Na aparição de 13 de outubro de 1917, a Virgem Santíssima disse aos pastorinhos: “Quero dizer-te que façam aqui uma capela em Minha honra, que sou a Senhora do Rosário”, repetindo um pedido que já tinha feito na quarta aparição, dois meses antes. Apesar de sentirem todos a necessidade de erguer o pequeno templo, a obra começou somente um ano e meio depois. Há exatamente cem anos, em 28 de abril de 1919, começava a construção da capelinha erguida no exato local das aparições.

A construção, feita com dinheiro deixado pelos fiéis na Cova da Iria, levou cerca de dois meses e resultou numa capela simples e modesta, de pequenas dimensões – apenas 15 m², um tamanho inverso à importância que teria para os católicos de todo o mundo. A Igreja, ainda reticente em relação aos acontecimentos e à veracidade das visões de Lúcia, Jacinta e Francisco, não participou da obra. Alegou que era necessário, antes, comprovar os fatos.

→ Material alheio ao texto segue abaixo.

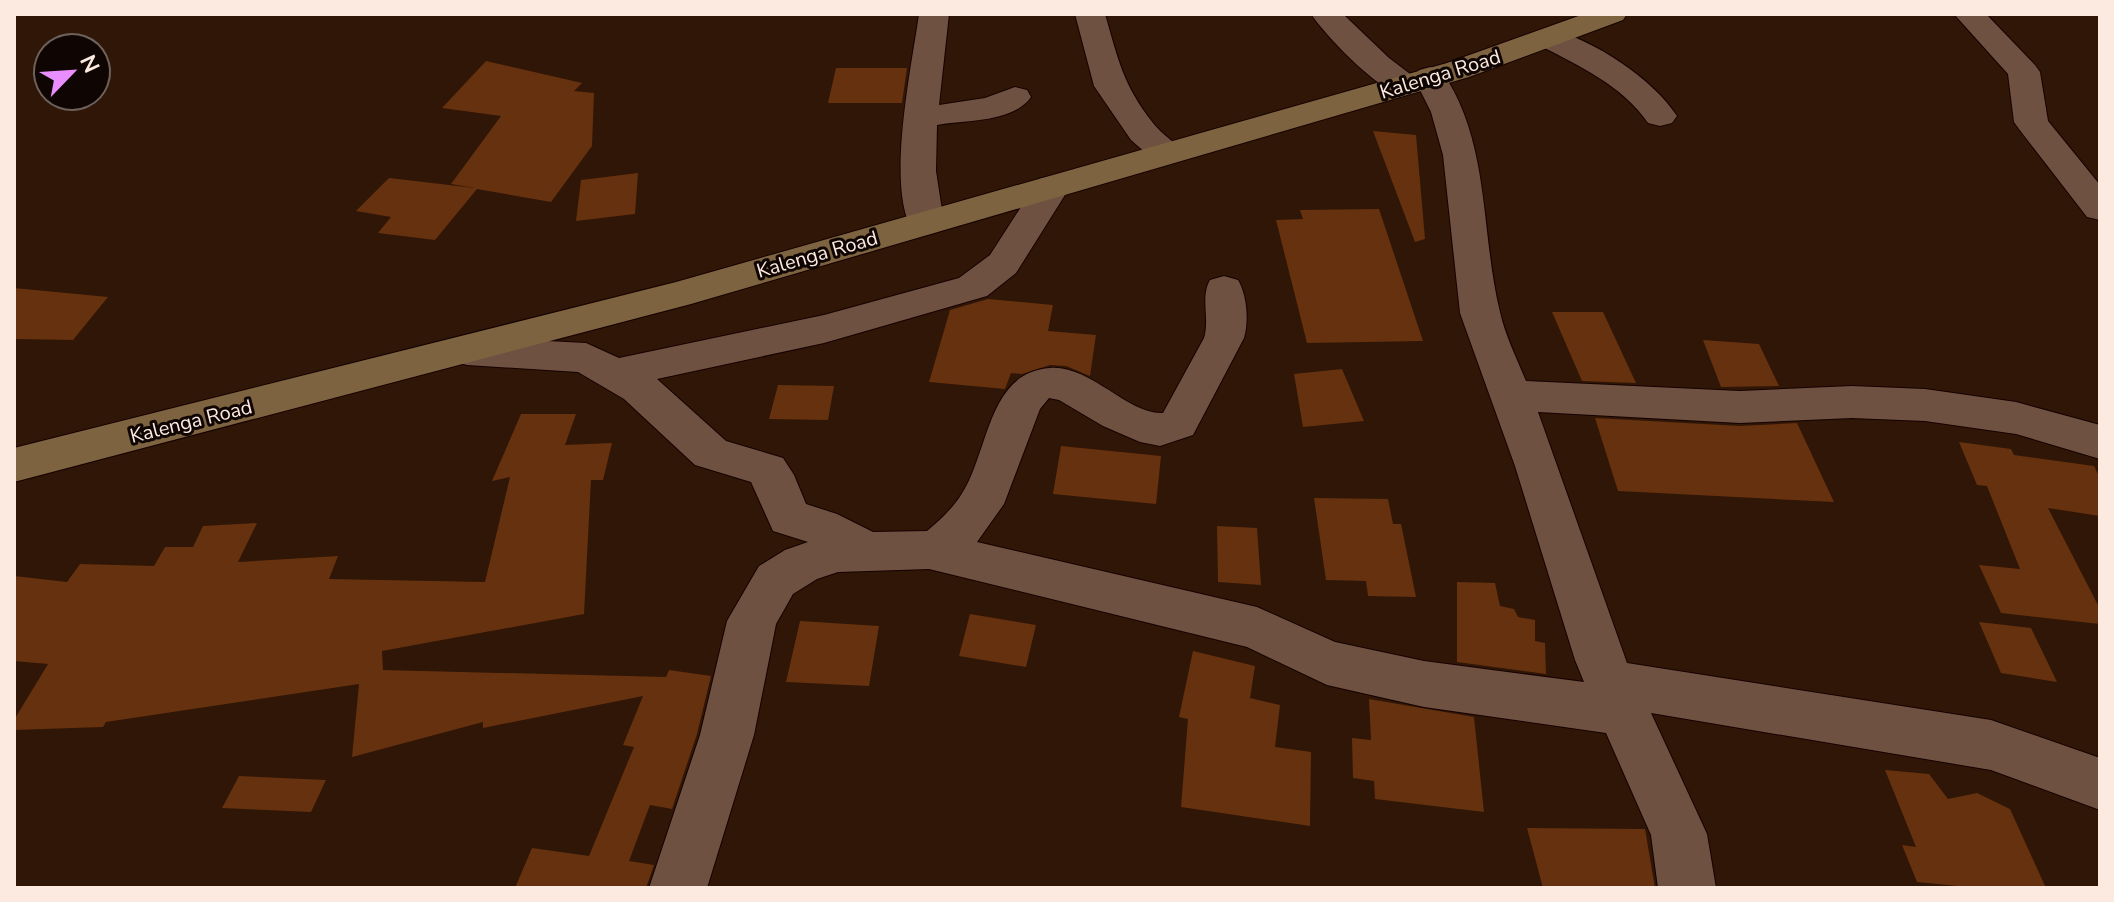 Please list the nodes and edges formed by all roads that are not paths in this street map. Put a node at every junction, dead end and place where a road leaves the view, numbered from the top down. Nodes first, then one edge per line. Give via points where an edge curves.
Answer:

Em 15 de junho, a capela foi inaugurada, sem luxo ou alarde. Somente dois anos depois, em 13 de outubro de 1921, foi permitida oficialmente a realização de missas no local. A peregrinação à capelinha fez necessária a construção de uma estrutura adjacente, que fosse capaz de abrigar os fiéis que a todo instante chegavam para conhecer o local das aparições e demonstrar sua devoção a Nossa Senhora. Nascia ali o embrião do Santuário que atualmente leva milhões de pessoas todos os anos a Fátima.